→ DIRECTIONS FOR THIS TASK
Please give back the listing below word for word and drop any images.

Top of DATA RECORDS

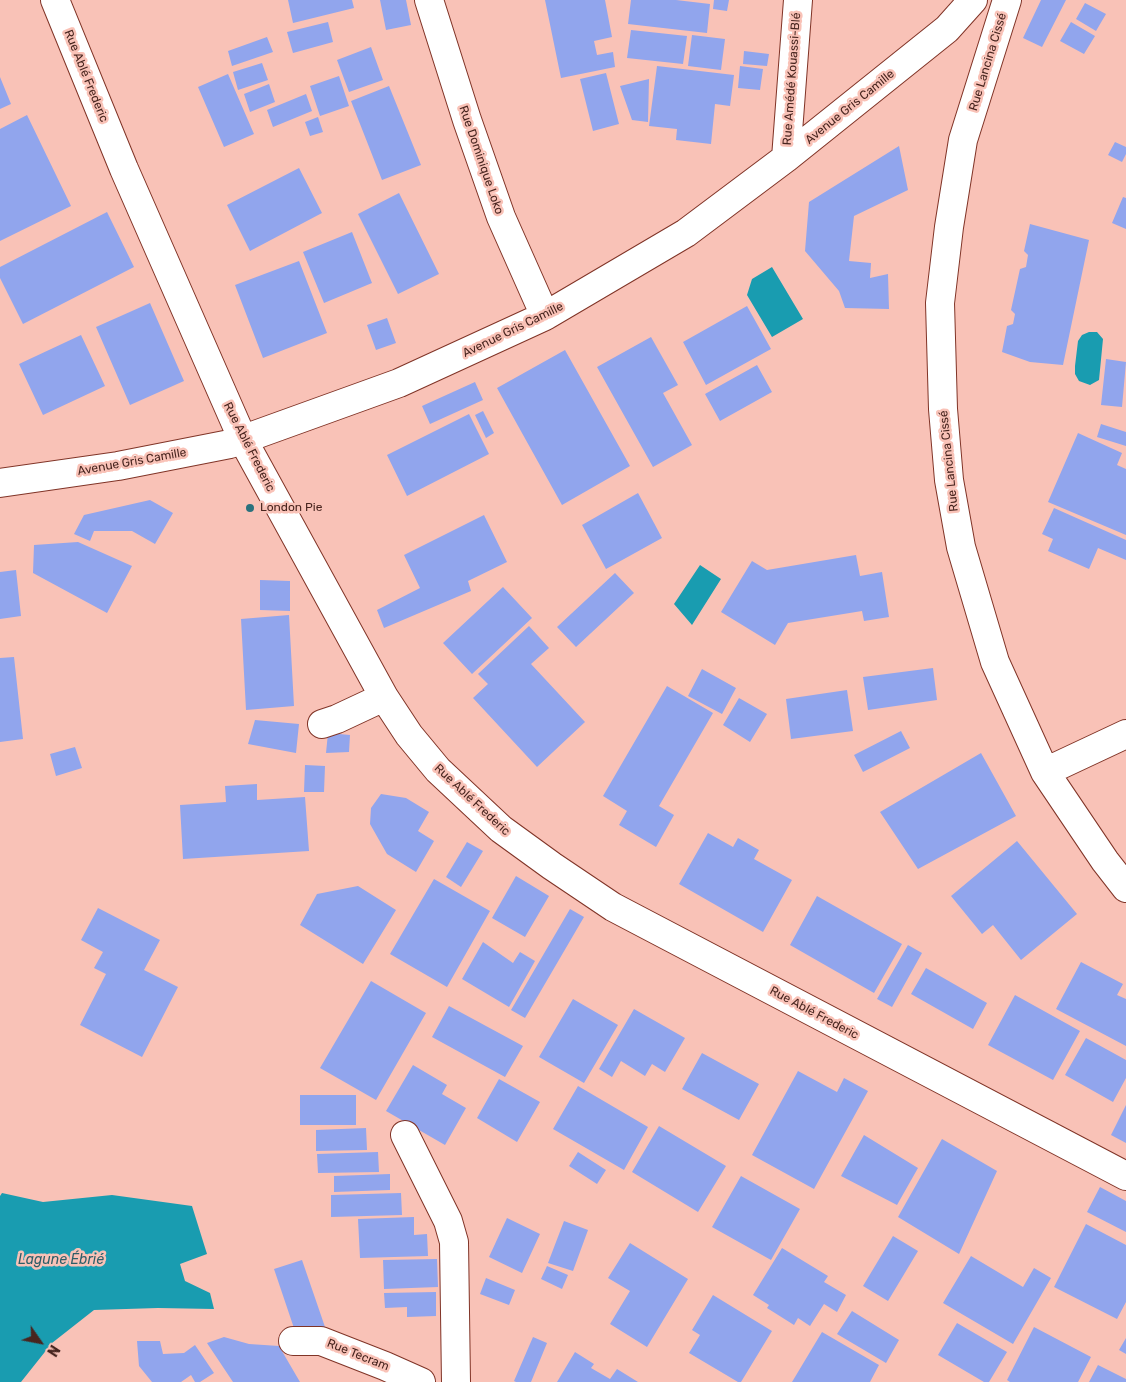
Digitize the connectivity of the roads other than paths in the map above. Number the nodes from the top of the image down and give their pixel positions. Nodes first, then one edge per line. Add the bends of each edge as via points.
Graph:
1 (55, 0) edge
2 (429, 0) edge
3 (798, 0) edge
4 (973, 0) edge
5 (1007, 0) edge
6 (786, 158) junction
7 (546, 316) junction
8 (243, 440) junction
9 (0, 483) edge
10 (384, 697) junction
11 (322, 724) dead end
12 (1126, 734) edge
13 (1045, 772) junction
14 (1126, 888) edge
15 (405, 1135) dead end
16 (1126, 1176) edge
17 (293, 1341) dead end
18 (421, 1382) edge
19 (456, 1382) edge

1 - 8 street, Rue Ablé Frederic via 124,169
2 - 7 street, Rue Dominique Loko via 501,217
3 - 6 street, Rue Amédé Kouassi-Blé
4 - 6 street, Avenue Gris Camille via 947,30
5 - 13 street, Rue Lancina Cissé via 963,140 949,226 940,303 943,409 949,480 961,547 995,662
6 - 7 street, Avenue Gris Camille via 686,233
7 - 8 street, Avenue Gris Camille via 399,383
8 - 9 street, Avenue Gris Camille via 118,466
8 - 10 street, Rue Ablé Frederic
10 - 11 street
10 - 16 street, Rue Ablé Frederic via 438,770 494,823 613,907
12 - 13 street
13 - 14 street, Rue Lancina Cissé
15 - 19 street via 448,1221 454,1242
17 - 18 street, Rue Tecram via 321,1341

Bottom of DATA RECORDS

→ OUTPUT FOR THIS TASK
Digitize the connectivity of the roads other than paths in the map above. Number the nodes from the top of the image down and give their pixel positions. Nodes first, then one edge per line. Add the bends of each edge as via points.
Graph:
1 (55, 0) edge
2 (429, 0) edge
3 (798, 0) edge
4 (973, 0) edge
5 (1007, 0) edge
6 (786, 158) junction
7 (546, 316) junction
8 (243, 440) junction
9 (0, 483) edge
10 (384, 697) junction
11 (322, 724) dead end
12 (1126, 734) edge
13 (1045, 772) junction
14 (1126, 888) edge
15 (405, 1135) dead end
16 (1126, 1176) edge
17 (293, 1341) dead end
18 (421, 1382) edge
19 (456, 1382) edge

1 - 8 street, Rue Ablé Frederic via 124,169
2 - 7 street, Rue Dominique Loko via 501,217
3 - 6 street, Rue Amédé Kouassi-Blé
4 - 6 street, Avenue Gris Camille via 947,30
5 - 13 street, Rue Lancina Cissé via 963,140 949,226 940,303 943,409 949,480 961,547 995,662
6 - 7 street, Avenue Gris Camille via 686,233
7 - 8 street, Avenue Gris Camille via 399,383
8 - 9 street, Avenue Gris Camille via 118,466
8 - 10 street, Rue Ablé Frederic
10 - 11 street
10 - 16 street, Rue Ablé Frederic via 438,770 494,823 613,907
12 - 13 street
13 - 14 street, Rue Lancina Cissé
15 - 19 street via 448,1221 454,1242
17 - 18 street, Rue Tecram via 321,1341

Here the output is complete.